Occasionally, life ushers in unanticipated insights from unexpected sources. This is exactly what happened recently at my office with my youngest son. When I am not travelling, he sometimes joins me in daily business life so he can glean unique lessons and I can augment my productivity in unique ways. I talk about this in detail in this blog post. On this particular day, I was running behind on a few remaining tasks and asked that he sit quietly while I focused. He was relatively compliant until he saw me signing a large stack of papers complete with a number of colorful “sign here” tabs.
Unimpressed by the seeming ease of my current task, he asked, “What is that big stack of stuff you just keep writing on, Papa?” What he didn’t know was that what I was doing didn’t feel very easy.
“I’m signing my name on tax returns”, I said.
He then asked very directly, “Tax? What is a tax and why do you have so many?”
He is seven, but his question was one not easily answered and rarely understood by the average American citizen. Our founding fathers fought for a release from tyranny. One manifestation of such tyranny was a tax rate in the low single digits. They would be unable to comprehend the current rate of compulsory contribution to state revenue. Frankly, the Pharaoh with his flat twenty percent tax in Egypt would have been a bit envious. The top Income, top Payroll, Capital Gains and Dividends Taxes have recently gone to 39.6%, 52.2%, 28% and 39.6% respectively.[i] Yes, this is tyranny at a whole new level. Anyway, back to my story…
There I was, confronted with a question that deserved an adequate answer. An answer that could be absorbed enough to satisfy this little guy’s inquisitive countenance. I thought for a moment that I might give in to the universal and effective adult refrain, “oh, you will learn all about it when you get older”, but I determined that he was tagging along on days like this so we could explore questions such as these. I signed the last state tax return, packed up my laptop and announced that the last lesson of the day would be discussed in the truck on our way home.

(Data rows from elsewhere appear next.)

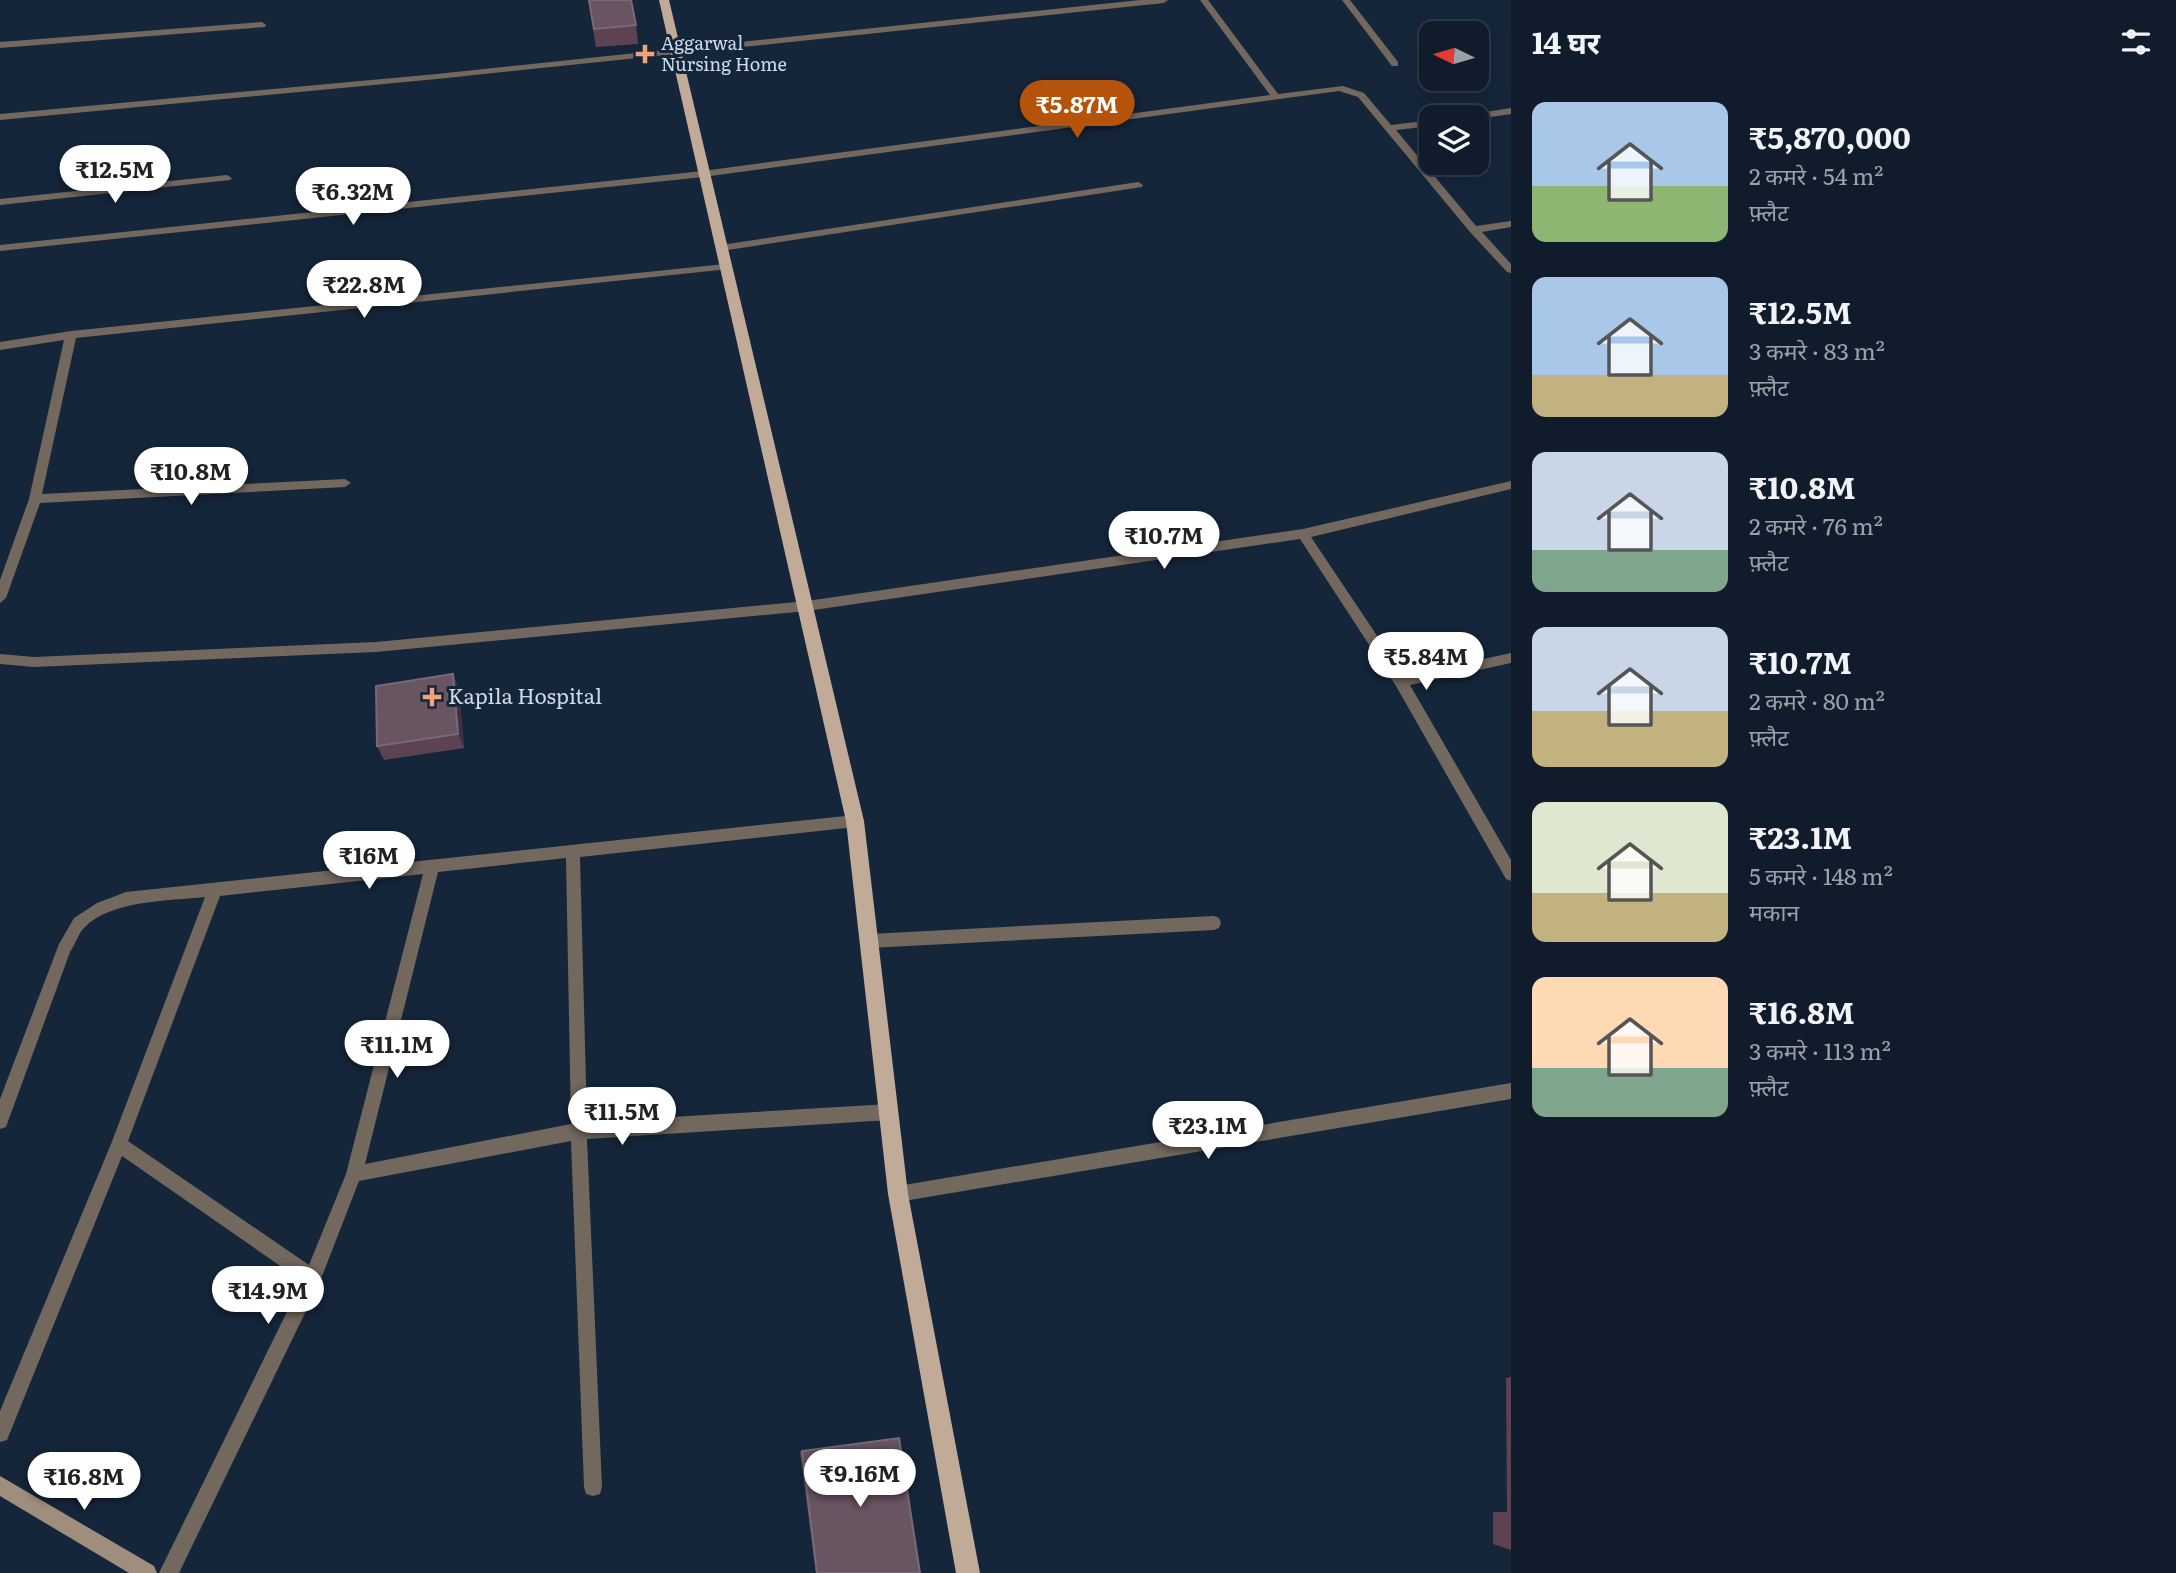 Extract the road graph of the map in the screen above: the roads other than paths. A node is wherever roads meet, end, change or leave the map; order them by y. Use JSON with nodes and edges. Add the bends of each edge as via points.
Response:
{"nodes":[{"id":1,"x":666,"y":0,"type":"edge"},
{"id":2,"x":1164,"y":0,"type":"edge"},
{"id":3,"x":1204,"y":0,"type":"edge"},
{"id":4,"x":1346,"y":0,"type":"edge"},
{"id":5,"x":262,"y":25,"type":"dead end"},
{"id":6,"x":0,"y":45,"type":"edge"},
{"id":7,"x":678,"y":53,"type":"junction"},
{"id":8,"x":1395,"y":64,"type":"dead end"},
{"id":9,"x":1277,"y":98,"type":"junction"},
{"id":10,"x":1511,"y":111,"type":"edge"},
{"id":11,"x":1489,"y":114,"type":"edge"},
{"id":12,"x":0,"y":117,"type":"edge"},
{"id":13,"x":1419,"y":125,"type":"edge"},
{"id":14,"x":1389,"y":128,"type":"junction"},
{"id":15,"x":703,"y":174,"type":"junction"},
{"id":16,"x":227,"y":178,"type":"dead end"},
{"id":17,"x":1138,"y":185,"type":"dead end"},
{"id":18,"x":0,"y":202,"type":"edge"},
{"id":19,"x":1511,"y":224,"type":"edge"},
{"id":20,"x":1474,"y":230,"type":"junction"},
{"id":21,"x":0,"y":248,"type":"edge"},
{"id":22,"x":721,"y":248,"type":"junction"},
{"id":23,"x":725,"y":267,"type":"junction"},
{"id":24,"x":1511,"y":270,"type":"edge"},
{"id":25,"x":71,"y":335,"type":"junction"},
{"id":26,"x":0,"y":346,"type":"edge"},
{"id":27,"x":345,"y":482,"type":"dead end"},
{"id":28,"x":1511,"y":485,"type":"edge"},
{"id":29,"x":35,"y":499,"type":"junction"},
{"id":30,"x":1303,"y":534,"type":"junction"},
{"id":31,"x":0,"y":598,"type":"edge"},
{"id":32,"x":807,"y":606,"type":"junction"},
{"id":33,"x":1511,"y":658,"type":"edge"},
{"id":34,"x":0,"y":659,"type":"edge"},
{"id":35,"x":1401,"y":682,"type":"junction"},
{"id":36,"x":855,"y":821,"type":"junction"},
{"id":37,"x":573,"y":850,"type":"junction"},
{"id":38,"x":432,"y":867,"type":"junction"},
{"id":39,"x":1511,"y":874,"type":"edge"},
{"id":40,"x":215,"y":889,"type":"junction"},
{"id":41,"x":1214,"y":923,"type":"dead end"},
{"id":42,"x":870,"y":941,"type":"junction"},
{"id":43,"x":1511,"y":1091,"type":"edge"},
{"id":44,"x":889,"y":1112,"type":"junction"},
{"id":45,"x":0,"y":1121,"type":"edge"},
{"id":46,"x":579,"y":1131,"type":"junction"},
{"id":47,"x":118,"y":1144,"type":"junction"},
{"id":48,"x":354,"y":1174,"type":"junction"},
{"id":49,"x":898,"y":1194,"type":"junction"},
{"id":50,"x":313,"y":1278,"type":"junction"},
{"id":51,"x":0,"y":1433,"type":"edge"},
{"id":52,"x":0,"y":1485,"type":"edge"},
{"id":53,"x":593,"y":1487,"type":"dead end"},
{"id":54,"x":147,"y":1573,"type":"edge"},
{"id":55,"x":169,"y":1573,"type":"edge"},
{"id":56,"x":968,"y":1573,"type":"edge"}],
"edges":[{"from":1,"to":7,"type":"main road"},
{"from":2,"to":7,"type":"street"},
{"from":3,"to":9,"type":"street"},
{"from":4,"to":8,"type":"street"},
{"from":5,"to":6,"type":"street"},
{"from":7,"to":12,"type":"street"},
{"from":7,"to":15,"type":"main road"},
{"from":9,"to":14,"type":"street","via":[[1350,90],[1361,95]]},
{"from":9,"to":15,"type":"street"},
{"from":10,"to":11,"type":"street"},
{"from":13,"to":14,"type":"street"},
{"from":14,"to":20,"type":"street"},
{"from":15,"to":21,"type":"street"},
{"from":15,"to":22,"type":"main road"},
{"from":16,"to":18,"type":"street"},
{"from":17,"to":22,"type":"street"},
{"from":19,"to":20,"type":"street"},
{"from":20,"to":24,"type":"street"},
{"from":22,"to":23,"type":"main road"},
{"from":23,"to":25,"type":"street"},
{"from":23,"to":32,"type":"main road"},
{"from":25,"to":26,"type":"street"},
{"from":25,"to":29,"type":"street"},
{"from":27,"to":29,"type":"street"},
{"from":28,"to":30,"type":"street"},
{"from":29,"to":31,"type":"street"},
{"from":30,"to":32,"type":"street"},
{"from":30,"to":35,"type":"street"},
{"from":32,"to":34,"type":"street","via":[[376,647],[34,662]]},
{"from":32,"to":36,"type":"main road"},
{"from":33,"to":35,"type":"street"},
{"from":35,"to":39,"type":"street"},
{"from":36,"to":37,"type":"street"},
{"from":36,"to":42,"type":"main road"},
{"from":37,"to":38,"type":"street"},
{"from":37,"to":46,"type":"street"},
{"from":38,"to":40,"type":"street"},
{"from":38,"to":48,"type":"street"},
{"from":40,"to":45,"type":"street","via":[[127,899],[79,922]]},
{"from":40,"to":47,"type":"street"},
{"from":41,"to":42,"type":"street"},
{"from":42,"to":44,"type":"main road"},
{"from":43,"to":49,"type":"street"},
{"from":44,"to":46,"type":"street"},
{"from":44,"to":49,"type":"main road"},
{"from":46,"to":48,"type":"street"},
{"from":46,"to":53,"type":"street"},
{"from":47,"to":50,"type":"street"},
{"from":47,"to":51,"type":"street"},
{"from":48,"to":50,"type":"street"},
{"from":49,"to":56,"type":"main road"},
{"from":50,"to":55,"type":"street"},
{"from":52,"to":54,"type":"main road"}]}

Son: So, do we have to pay taxes?
Me: Yes, and the Bible says the community rulers can collect a small tax for protecting everybody and for punishing crime.
Son: But you said we have to pay lots and lots and lots of taxes. Why?
Struggling for an analogy, I settled on something I thought could clear up this question of why we paid so many taxes.
Me: When mommy and daddy have to go out and leave you at the house, what do we do?
Son: You get a babysitter.
Son: Because we can’t take care of ourselves.
Me: Right, and we have to pay the babysitter. So, if you kids could take care of yourselves, would we save a lot of money?
Son: I guess so…
Son: Well, we could do things for ourselves and you wouldn’t have to pay for help.
Me: Exactly. When you learn to take full responsibility for yourselves we can stop paying babysitters.
Son: Ok, wait. I think I get it. If you need more babysitters you need more taxes.
Me: You got it. So does that answer your question about what taxes are and why we pay so many?
Son: Pretty much, but I have one more question. Why don’t we just all take care of ourselves and then we would not have to send the government so much money?
Classic. There it was – the answer to his question and a plea for self-government all at the same time. Babysitters. Taxes. Make the connection.